=== Task description ===
Retype all the data word for word.

=== Source data ===

________

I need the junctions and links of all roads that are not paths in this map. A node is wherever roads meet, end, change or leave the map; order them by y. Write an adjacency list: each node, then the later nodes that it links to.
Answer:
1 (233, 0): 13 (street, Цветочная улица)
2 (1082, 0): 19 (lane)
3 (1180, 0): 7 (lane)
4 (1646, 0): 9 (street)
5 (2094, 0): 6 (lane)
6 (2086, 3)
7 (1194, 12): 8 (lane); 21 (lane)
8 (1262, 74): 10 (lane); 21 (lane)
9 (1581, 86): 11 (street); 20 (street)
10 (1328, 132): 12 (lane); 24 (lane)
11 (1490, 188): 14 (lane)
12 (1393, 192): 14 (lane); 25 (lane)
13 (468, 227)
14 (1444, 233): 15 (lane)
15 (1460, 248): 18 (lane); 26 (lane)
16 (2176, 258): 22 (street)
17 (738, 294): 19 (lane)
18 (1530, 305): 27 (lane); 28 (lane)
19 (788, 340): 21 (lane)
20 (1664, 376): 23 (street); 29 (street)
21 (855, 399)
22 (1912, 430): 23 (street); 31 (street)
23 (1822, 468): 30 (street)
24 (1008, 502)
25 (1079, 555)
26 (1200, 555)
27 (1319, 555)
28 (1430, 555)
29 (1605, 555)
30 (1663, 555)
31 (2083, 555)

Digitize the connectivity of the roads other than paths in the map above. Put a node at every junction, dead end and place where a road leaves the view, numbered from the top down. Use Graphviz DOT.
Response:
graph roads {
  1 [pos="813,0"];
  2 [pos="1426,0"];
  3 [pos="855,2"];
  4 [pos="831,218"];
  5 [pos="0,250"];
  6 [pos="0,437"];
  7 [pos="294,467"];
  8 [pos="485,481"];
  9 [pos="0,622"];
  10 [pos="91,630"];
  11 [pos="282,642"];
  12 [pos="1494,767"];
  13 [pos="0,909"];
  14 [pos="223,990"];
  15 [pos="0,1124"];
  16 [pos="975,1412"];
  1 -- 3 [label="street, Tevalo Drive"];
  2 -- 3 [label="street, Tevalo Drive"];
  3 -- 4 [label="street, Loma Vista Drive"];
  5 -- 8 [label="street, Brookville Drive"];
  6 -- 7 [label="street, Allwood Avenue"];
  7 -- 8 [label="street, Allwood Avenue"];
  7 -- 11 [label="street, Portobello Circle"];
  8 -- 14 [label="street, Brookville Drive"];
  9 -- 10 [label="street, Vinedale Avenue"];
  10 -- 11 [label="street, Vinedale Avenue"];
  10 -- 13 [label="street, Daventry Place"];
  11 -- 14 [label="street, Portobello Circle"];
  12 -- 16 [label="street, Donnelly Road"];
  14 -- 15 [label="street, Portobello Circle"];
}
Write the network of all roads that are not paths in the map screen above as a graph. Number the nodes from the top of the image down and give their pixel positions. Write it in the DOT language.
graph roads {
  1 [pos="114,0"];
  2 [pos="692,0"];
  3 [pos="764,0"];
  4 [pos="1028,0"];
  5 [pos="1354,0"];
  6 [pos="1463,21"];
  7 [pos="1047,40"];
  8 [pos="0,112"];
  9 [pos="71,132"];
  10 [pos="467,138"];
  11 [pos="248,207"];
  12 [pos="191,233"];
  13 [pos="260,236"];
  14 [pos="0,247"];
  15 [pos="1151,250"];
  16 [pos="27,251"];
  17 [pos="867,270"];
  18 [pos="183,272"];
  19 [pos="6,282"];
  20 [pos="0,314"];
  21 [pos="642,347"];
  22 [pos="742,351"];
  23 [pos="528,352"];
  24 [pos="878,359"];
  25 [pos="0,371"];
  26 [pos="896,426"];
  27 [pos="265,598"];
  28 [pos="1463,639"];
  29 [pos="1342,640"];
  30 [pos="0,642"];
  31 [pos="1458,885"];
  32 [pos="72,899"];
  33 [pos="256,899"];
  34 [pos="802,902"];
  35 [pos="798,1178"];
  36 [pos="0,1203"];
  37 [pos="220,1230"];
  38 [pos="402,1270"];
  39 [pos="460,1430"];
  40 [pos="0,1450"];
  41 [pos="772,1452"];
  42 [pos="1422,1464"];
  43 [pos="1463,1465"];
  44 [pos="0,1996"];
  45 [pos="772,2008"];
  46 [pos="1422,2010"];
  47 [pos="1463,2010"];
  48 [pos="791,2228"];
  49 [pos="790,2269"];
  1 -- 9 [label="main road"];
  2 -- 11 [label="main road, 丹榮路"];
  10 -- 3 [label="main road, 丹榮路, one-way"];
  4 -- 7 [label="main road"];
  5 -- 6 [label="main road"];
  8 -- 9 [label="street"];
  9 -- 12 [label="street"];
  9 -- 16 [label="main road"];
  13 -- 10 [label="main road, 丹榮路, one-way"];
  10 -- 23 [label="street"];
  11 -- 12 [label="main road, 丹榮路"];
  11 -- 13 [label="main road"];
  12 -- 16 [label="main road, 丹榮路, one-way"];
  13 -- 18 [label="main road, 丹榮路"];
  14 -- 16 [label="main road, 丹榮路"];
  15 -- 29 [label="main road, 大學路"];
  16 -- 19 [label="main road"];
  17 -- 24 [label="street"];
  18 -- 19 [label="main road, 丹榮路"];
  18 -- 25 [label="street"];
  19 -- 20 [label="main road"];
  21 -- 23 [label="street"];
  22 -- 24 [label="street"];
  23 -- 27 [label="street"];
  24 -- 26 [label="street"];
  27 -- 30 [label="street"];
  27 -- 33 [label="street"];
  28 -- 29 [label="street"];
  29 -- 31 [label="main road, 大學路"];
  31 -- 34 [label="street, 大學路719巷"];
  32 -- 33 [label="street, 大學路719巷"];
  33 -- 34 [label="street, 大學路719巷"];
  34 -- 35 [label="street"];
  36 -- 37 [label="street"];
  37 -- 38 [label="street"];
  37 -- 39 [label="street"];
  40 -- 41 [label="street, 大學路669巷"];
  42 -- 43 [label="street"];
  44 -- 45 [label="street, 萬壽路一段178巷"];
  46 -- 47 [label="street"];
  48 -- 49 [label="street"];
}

________

=== Written solution ===
I need the junctions and links of all roads that are not paths in this map. A node is wherever roads meet, end, change or leave the map; order them by y. Write an adjacency list: each node, then the later nodes that it links to.
Answer:
1 (233, 0): 13 (street, Цветочная улица)
2 (1082, 0): 19 (lane)
3 (1180, 0): 7 (lane)
4 (1646, 0): 9 (street)
5 (2094, 0): 6 (lane)
6 (2086, 3)
7 (1194, 12): 8 (lane); 21 (lane)
8 (1262, 74): 10 (lane); 21 (lane)
9 (1581, 86): 11 (street); 20 (street)
10 (1328, 132): 12 (lane); 24 (lane)
11 (1490, 188): 14 (lane)
12 (1393, 192): 14 (lane); 25 (lane)
13 (468, 227)
14 (1444, 233): 15 (lane)
15 (1460, 248): 18 (lane); 26 (lane)
16 (2176, 258): 22 (street)
17 (738, 294): 19 (lane)
18 (1530, 305): 27 (lane); 28 (lane)
19 (788, 340): 21 (lane)
20 (1664, 376): 23 (street); 29 (street)
21 (855, 399)
22 (1912, 430): 23 (street); 31 (street)
23 (1822, 468): 30 (street)
24 (1008, 502)
25 (1079, 555)
26 (1200, 555)
27 (1319, 555)
28 (1430, 555)
29 (1605, 555)
30 (1663, 555)
31 (2083, 555)

Digitize the connectivity of the roads other than paths in the map above. Put a node at every junction, dead end and place where a road leaves the view, numbered from the top down. Use Graphviz DOT.
Response:
graph roads {
  1 [pos="813,0"];
  2 [pos="1426,0"];
  3 [pos="855,2"];
  4 [pos="831,218"];
  5 [pos="0,250"];
  6 [pos="0,437"];
  7 [pos="294,467"];
  8 [pos="485,481"];
  9 [pos="0,622"];
  10 [pos="91,630"];
  11 [pos="282,642"];
  12 [pos="1494,767"];
  13 [pos="0,909"];
  14 [pos="223,990"];
  15 [pos="0,1124"];
  16 [pos="975,1412"];
  1 -- 3 [label="street, Tevalo Drive"];
  2 -- 3 [label="street, Tevalo Drive"];
  3 -- 4 [label="street, Loma Vista Drive"];
  5 -- 8 [label="street, Brookville Drive"];
  6 -- 7 [label="street, Allwood Avenue"];
  7 -- 8 [label="street, Allwood Avenue"];
  7 -- 11 [label="street, Portobello Circle"];
  8 -- 14 [label="street, Brookville Drive"];
  9 -- 10 [label="street, Vinedale Avenue"];
  10 -- 11 [label="street, Vinedale Avenue"];
  10 -- 13 [label="street, Daventry Place"];
  11 -- 14 [label="street, Portobello Circle"];
  12 -- 16 [label="street, Donnelly Road"];
  14 -- 15 [label="street, Portobello Circle"];
}
Write the network of all roads that are not paths in the map screen above as a graph. Number the nodes from the top of the image down and give their pixel positions. Write it in the DOT language.
graph roads {
  1 [pos="114,0"];
  2 [pos="692,0"];
  3 [pos="764,0"];
  4 [pos="1028,0"];
  5 [pos="1354,0"];
  6 [pos="1463,21"];
  7 [pos="1047,40"];
  8 [pos="0,112"];
  9 [pos="71,132"];
  10 [pos="467,138"];
  11 [pos="248,207"];
  12 [pos="191,233"];
  13 [pos="260,236"];
  14 [pos="0,247"];
  15 [pos="1151,250"];
  16 [pos="27,251"];
  17 [pos="867,270"];
  18 [pos="183,272"];
  19 [pos="6,282"];
  20 [pos="0,314"];
  21 [pos="642,347"];
  22 [pos="742,351"];
  23 [pos="528,352"];
  24 [pos="878,359"];
  25 [pos="0,371"];
  26 [pos="896,426"];
  27 [pos="265,598"];
  28 [pos="1463,639"];
  29 [pos="1342,640"];
  30 [pos="0,642"];
  31 [pos="1458,885"];
  32 [pos="72,899"];
  33 [pos="256,899"];
  34 [pos="802,902"];
  35 [pos="798,1178"];
  36 [pos="0,1203"];
  37 [pos="220,1230"];
  38 [pos="402,1270"];
  39 [pos="460,1430"];
  40 [pos="0,1450"];
  41 [pos="772,1452"];
  42 [pos="1422,1464"];
  43 [pos="1463,1465"];
  44 [pos="0,1996"];
  45 [pos="772,2008"];
  46 [pos="1422,2010"];
  47 [pos="1463,2010"];
  48 [pos="791,2228"];
  49 [pos="790,2269"];
  1 -- 9 [label="main road"];
  2 -- 11 [label="main road, 丹榮路"];
  10 -- 3 [label="main road, 丹榮路, one-way"];
  4 -- 7 [label="main road"];
  5 -- 6 [label="main road"];
  8 -- 9 [label="street"];
  9 -- 12 [label="street"];
  9 -- 16 [label="main road"];
  13 -- 10 [label="main road, 丹榮路, one-way"];
  10 -- 23 [label="street"];
  11 -- 12 [label="main road, 丹榮路"];
  11 -- 13 [label="main road"];
  12 -- 16 [label="main road, 丹榮路, one-way"];
  13 -- 18 [label="main road, 丹榮路"];
  14 -- 16 [label="main road, 丹榮路"];
  15 -- 29 [label="main road, 大學路"];
  16 -- 19 [label="main road"];
  17 -- 24 [label="street"];
  18 -- 19 [label="main road, 丹榮路"];
  18 -- 25 [label="street"];
  19 -- 20 [label="main road"];
  21 -- 23 [label="street"];
  22 -- 24 [label="street"];
  23 -- 27 [label="street"];
  24 -- 26 [label="street"];
  27 -- 30 [label="street"];
  27 -- 33 [label="street"];
  28 -- 29 [label="street"];
  29 -- 31 [label="main road, 大學路"];
  31 -- 34 [label="street, 大學路719巷"];
  32 -- 33 [label="street, 大學路719巷"];
  33 -- 34 [label="street, 大學路719巷"];
  34 -- 35 [label="street"];
  36 -- 37 [label="street"];
  37 -- 38 [label="street"];
  37 -- 39 [label="street"];
  40 -- 41 [label="street, 大學路669巷"];
  42 -- 43 [label="street"];
  44 -- 45 [label="street, 萬壽路一段178巷"];
  46 -- 47 [label="street"];
  48 -- 49 [label="street"];
}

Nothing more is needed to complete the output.